→ **HOW TO COMPLETE THIS TASK**: The word "bridge" marks the lines to keep; find each one in the data and copy it.
--
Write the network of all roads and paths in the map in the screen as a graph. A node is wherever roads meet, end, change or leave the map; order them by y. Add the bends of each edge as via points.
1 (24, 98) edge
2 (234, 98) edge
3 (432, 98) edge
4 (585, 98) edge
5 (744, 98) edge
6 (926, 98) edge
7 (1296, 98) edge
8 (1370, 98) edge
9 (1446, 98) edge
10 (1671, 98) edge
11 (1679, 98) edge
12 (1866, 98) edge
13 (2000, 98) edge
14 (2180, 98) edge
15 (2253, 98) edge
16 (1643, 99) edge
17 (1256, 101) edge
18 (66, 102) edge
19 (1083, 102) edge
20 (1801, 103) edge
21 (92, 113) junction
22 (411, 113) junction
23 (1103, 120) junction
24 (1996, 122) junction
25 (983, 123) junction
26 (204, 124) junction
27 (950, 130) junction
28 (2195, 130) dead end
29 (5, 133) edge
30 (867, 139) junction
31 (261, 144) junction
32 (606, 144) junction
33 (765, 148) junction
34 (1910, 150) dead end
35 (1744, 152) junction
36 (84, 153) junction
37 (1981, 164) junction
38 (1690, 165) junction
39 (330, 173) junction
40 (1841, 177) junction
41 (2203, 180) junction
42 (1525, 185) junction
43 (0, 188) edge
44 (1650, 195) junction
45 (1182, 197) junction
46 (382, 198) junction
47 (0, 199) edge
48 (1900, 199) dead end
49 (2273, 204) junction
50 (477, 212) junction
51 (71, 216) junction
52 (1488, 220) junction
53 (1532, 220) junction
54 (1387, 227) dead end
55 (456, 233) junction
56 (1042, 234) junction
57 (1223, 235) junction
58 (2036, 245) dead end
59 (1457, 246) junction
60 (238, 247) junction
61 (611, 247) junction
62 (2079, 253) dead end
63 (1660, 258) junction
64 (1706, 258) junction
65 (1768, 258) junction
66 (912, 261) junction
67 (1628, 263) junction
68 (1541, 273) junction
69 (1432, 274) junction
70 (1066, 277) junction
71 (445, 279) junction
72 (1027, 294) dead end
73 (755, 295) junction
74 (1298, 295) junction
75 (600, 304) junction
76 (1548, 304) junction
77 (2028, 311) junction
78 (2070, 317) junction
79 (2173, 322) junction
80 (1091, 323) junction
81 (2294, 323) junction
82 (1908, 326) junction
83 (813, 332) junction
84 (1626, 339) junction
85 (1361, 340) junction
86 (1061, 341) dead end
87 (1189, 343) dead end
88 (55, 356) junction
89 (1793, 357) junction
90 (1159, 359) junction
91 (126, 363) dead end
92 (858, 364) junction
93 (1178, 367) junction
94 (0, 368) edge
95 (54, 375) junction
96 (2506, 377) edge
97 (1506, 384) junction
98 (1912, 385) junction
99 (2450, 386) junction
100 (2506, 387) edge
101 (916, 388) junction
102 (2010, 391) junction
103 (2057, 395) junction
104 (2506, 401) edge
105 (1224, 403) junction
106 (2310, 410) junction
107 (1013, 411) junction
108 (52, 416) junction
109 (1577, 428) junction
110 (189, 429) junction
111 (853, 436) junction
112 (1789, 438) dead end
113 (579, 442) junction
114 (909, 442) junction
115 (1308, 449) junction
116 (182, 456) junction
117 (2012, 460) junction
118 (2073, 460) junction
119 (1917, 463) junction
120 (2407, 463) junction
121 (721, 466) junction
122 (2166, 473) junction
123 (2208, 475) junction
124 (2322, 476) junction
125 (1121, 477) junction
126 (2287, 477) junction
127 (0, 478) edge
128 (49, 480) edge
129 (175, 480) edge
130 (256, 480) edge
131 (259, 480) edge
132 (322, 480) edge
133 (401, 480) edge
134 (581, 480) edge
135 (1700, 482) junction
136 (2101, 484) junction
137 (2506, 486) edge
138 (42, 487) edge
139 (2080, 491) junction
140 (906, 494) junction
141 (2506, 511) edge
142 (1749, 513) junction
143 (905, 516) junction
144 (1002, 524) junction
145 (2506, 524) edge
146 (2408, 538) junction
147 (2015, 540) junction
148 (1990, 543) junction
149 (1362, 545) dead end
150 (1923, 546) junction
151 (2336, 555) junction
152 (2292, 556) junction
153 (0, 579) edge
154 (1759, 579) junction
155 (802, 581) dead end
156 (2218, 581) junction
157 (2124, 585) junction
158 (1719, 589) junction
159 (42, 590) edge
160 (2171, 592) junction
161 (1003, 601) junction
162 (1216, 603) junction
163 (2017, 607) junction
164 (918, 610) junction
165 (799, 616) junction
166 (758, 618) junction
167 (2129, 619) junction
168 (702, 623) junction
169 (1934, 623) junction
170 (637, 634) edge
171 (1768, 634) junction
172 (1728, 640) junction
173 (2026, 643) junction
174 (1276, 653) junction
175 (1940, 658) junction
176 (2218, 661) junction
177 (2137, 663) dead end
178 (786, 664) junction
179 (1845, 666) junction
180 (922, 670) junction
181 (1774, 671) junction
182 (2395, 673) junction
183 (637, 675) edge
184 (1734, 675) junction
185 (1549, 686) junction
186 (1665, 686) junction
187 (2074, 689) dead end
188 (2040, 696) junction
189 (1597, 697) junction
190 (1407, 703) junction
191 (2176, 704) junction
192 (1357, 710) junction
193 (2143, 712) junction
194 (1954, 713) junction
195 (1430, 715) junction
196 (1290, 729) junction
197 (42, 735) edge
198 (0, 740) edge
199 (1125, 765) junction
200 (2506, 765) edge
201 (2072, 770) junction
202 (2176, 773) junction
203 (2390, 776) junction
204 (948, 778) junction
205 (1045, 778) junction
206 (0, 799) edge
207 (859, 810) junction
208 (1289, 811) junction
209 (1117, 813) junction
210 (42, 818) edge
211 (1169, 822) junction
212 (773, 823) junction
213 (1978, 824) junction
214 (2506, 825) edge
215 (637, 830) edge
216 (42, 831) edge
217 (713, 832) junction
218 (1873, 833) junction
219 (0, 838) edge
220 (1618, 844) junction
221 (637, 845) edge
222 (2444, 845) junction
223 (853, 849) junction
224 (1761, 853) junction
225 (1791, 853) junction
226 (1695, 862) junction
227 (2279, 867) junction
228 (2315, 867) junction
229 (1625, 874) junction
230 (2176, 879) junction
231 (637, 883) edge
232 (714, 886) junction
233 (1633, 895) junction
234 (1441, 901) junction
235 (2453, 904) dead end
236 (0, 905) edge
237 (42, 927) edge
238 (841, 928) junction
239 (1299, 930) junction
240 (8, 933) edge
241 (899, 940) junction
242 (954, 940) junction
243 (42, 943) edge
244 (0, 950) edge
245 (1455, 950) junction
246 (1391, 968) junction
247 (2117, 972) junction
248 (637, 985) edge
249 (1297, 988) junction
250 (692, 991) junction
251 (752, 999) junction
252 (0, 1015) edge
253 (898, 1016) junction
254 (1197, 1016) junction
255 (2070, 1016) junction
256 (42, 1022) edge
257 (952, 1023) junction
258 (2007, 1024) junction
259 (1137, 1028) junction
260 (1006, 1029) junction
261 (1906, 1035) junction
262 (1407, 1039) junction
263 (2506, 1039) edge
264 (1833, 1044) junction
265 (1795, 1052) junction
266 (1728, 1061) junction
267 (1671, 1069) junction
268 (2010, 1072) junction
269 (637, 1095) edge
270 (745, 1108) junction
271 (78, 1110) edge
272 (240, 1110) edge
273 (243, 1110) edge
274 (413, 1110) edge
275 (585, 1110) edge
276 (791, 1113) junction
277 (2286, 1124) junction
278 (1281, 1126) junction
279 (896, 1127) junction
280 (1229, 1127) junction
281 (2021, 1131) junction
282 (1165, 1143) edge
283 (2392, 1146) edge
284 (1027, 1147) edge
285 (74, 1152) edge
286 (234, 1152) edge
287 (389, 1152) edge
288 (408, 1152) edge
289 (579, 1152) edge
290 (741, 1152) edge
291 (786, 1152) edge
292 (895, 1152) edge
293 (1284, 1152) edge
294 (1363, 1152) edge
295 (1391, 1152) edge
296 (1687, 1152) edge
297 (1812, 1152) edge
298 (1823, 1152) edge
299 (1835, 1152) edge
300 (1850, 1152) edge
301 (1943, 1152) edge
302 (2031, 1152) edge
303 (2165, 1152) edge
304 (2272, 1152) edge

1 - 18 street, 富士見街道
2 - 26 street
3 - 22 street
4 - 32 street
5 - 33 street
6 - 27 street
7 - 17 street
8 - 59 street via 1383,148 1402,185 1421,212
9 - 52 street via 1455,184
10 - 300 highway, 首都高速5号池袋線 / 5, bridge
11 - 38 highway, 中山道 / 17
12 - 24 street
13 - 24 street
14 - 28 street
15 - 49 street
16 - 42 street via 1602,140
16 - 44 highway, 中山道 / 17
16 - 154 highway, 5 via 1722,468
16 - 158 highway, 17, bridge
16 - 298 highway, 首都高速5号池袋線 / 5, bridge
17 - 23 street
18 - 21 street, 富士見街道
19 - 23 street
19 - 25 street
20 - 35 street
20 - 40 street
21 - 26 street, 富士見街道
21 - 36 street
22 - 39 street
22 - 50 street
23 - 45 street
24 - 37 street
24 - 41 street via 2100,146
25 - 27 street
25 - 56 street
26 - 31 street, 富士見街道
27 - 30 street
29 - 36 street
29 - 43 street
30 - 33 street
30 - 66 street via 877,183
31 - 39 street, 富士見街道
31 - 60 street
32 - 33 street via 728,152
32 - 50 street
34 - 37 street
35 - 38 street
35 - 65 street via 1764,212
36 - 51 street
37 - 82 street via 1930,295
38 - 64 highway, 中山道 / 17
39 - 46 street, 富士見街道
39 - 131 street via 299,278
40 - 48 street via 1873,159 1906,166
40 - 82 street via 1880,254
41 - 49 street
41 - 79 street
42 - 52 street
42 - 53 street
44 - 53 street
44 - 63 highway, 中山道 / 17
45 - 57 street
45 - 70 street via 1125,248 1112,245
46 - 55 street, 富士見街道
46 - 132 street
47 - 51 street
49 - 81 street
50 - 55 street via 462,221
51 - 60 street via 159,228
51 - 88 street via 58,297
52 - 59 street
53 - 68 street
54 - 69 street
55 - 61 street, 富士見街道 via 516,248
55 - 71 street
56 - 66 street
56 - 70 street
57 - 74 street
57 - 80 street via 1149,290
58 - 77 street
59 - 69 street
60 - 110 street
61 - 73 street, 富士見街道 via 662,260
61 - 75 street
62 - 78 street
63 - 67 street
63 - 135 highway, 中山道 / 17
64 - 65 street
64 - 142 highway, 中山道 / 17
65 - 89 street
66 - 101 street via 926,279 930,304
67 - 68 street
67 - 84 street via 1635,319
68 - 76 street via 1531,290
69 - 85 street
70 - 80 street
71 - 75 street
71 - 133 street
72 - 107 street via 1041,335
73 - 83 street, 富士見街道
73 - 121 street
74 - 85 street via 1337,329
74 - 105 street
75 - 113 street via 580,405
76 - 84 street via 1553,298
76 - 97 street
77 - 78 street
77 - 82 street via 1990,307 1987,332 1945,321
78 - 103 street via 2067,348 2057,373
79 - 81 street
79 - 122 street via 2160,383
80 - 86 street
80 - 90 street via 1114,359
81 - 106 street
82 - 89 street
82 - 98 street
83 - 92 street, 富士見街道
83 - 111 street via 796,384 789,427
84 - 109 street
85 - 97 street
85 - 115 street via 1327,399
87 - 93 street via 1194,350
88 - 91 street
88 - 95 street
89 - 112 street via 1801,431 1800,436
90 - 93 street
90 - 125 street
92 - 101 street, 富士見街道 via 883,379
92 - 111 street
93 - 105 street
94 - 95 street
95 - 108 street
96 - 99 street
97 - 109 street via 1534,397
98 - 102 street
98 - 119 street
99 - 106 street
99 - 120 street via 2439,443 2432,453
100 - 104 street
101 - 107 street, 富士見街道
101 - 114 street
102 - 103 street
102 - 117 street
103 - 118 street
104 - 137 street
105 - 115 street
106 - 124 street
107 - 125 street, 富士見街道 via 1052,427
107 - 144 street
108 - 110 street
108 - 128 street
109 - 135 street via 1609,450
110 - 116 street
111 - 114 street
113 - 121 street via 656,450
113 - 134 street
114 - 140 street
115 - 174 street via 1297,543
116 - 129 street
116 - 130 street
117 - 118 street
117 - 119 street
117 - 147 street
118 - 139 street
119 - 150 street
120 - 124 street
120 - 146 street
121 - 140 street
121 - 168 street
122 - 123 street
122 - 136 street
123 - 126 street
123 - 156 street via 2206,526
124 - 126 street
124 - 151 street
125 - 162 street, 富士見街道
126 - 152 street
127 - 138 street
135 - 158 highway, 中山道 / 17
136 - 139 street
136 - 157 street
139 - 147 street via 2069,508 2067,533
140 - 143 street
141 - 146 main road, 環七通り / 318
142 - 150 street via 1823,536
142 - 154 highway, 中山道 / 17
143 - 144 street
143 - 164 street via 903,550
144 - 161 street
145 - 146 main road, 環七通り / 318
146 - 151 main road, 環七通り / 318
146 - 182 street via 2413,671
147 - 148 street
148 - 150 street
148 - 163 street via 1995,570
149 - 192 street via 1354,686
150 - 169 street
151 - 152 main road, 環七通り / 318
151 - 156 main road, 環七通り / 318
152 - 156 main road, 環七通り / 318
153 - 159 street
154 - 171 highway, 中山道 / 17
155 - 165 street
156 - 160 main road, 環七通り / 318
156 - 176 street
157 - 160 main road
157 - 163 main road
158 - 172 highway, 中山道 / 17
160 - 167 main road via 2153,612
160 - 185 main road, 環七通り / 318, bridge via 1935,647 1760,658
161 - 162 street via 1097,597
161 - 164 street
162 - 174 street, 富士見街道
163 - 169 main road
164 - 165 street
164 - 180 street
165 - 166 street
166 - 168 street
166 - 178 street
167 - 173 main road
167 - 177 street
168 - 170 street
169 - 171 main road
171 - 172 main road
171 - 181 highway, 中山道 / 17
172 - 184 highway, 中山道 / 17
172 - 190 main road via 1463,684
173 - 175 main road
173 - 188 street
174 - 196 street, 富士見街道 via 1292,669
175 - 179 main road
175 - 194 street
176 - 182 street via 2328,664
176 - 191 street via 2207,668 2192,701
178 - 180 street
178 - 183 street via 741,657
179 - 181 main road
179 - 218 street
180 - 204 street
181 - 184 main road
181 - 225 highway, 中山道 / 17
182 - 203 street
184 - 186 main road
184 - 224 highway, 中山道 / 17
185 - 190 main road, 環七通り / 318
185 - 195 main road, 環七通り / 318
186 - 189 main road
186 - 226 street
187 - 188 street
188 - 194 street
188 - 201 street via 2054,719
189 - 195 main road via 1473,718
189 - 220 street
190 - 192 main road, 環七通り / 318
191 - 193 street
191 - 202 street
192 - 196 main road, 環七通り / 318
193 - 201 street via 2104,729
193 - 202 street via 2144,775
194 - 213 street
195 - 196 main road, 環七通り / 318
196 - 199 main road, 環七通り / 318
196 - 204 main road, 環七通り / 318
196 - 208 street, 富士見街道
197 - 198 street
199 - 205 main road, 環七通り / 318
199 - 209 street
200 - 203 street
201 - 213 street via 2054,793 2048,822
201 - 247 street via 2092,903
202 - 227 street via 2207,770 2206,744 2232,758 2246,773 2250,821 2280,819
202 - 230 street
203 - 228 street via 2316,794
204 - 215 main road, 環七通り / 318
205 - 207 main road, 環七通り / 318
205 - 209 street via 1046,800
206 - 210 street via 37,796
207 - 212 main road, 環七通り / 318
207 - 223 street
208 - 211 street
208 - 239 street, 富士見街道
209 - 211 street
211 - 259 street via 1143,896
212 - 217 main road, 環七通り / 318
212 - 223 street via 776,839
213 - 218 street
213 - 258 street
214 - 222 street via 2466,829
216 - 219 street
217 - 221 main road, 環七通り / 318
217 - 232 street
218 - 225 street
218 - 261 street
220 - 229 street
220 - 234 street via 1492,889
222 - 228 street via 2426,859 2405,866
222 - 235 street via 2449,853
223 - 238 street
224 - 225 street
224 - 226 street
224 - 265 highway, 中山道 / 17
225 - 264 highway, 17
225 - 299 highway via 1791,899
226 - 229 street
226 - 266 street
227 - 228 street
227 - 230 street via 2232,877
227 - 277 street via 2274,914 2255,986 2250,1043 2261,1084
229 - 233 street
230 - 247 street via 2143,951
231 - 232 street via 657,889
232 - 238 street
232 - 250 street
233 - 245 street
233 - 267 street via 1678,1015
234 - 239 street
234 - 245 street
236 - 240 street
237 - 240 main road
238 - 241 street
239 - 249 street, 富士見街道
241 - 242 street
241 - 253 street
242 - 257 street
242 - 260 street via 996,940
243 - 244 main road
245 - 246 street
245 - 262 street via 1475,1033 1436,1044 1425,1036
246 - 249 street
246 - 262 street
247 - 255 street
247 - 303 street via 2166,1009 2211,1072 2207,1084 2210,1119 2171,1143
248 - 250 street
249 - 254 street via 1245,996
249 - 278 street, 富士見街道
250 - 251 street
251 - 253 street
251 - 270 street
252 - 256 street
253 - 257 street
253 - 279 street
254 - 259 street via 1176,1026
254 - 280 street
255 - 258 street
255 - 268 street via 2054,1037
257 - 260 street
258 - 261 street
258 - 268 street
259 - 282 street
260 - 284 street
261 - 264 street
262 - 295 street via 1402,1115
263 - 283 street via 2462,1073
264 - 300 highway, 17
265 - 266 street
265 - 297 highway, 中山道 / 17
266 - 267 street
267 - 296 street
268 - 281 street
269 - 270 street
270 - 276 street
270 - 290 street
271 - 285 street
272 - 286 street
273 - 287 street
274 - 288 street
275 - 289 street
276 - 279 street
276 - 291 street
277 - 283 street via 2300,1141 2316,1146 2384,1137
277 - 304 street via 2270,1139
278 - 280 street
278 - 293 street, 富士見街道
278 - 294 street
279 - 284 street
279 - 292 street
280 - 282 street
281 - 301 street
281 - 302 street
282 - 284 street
--
→ **SOLUTION TO THE EXERCISE**:
10 - 300 highway, 首都高速5号池袋線 / 5, bridge
16 - 158 highway, 17, bridge
16 - 298 highway, 首都高速5号池袋線 / 5, bridge
160 - 185 main road, 環七通り / 318, bridge via 1935,647 1760,658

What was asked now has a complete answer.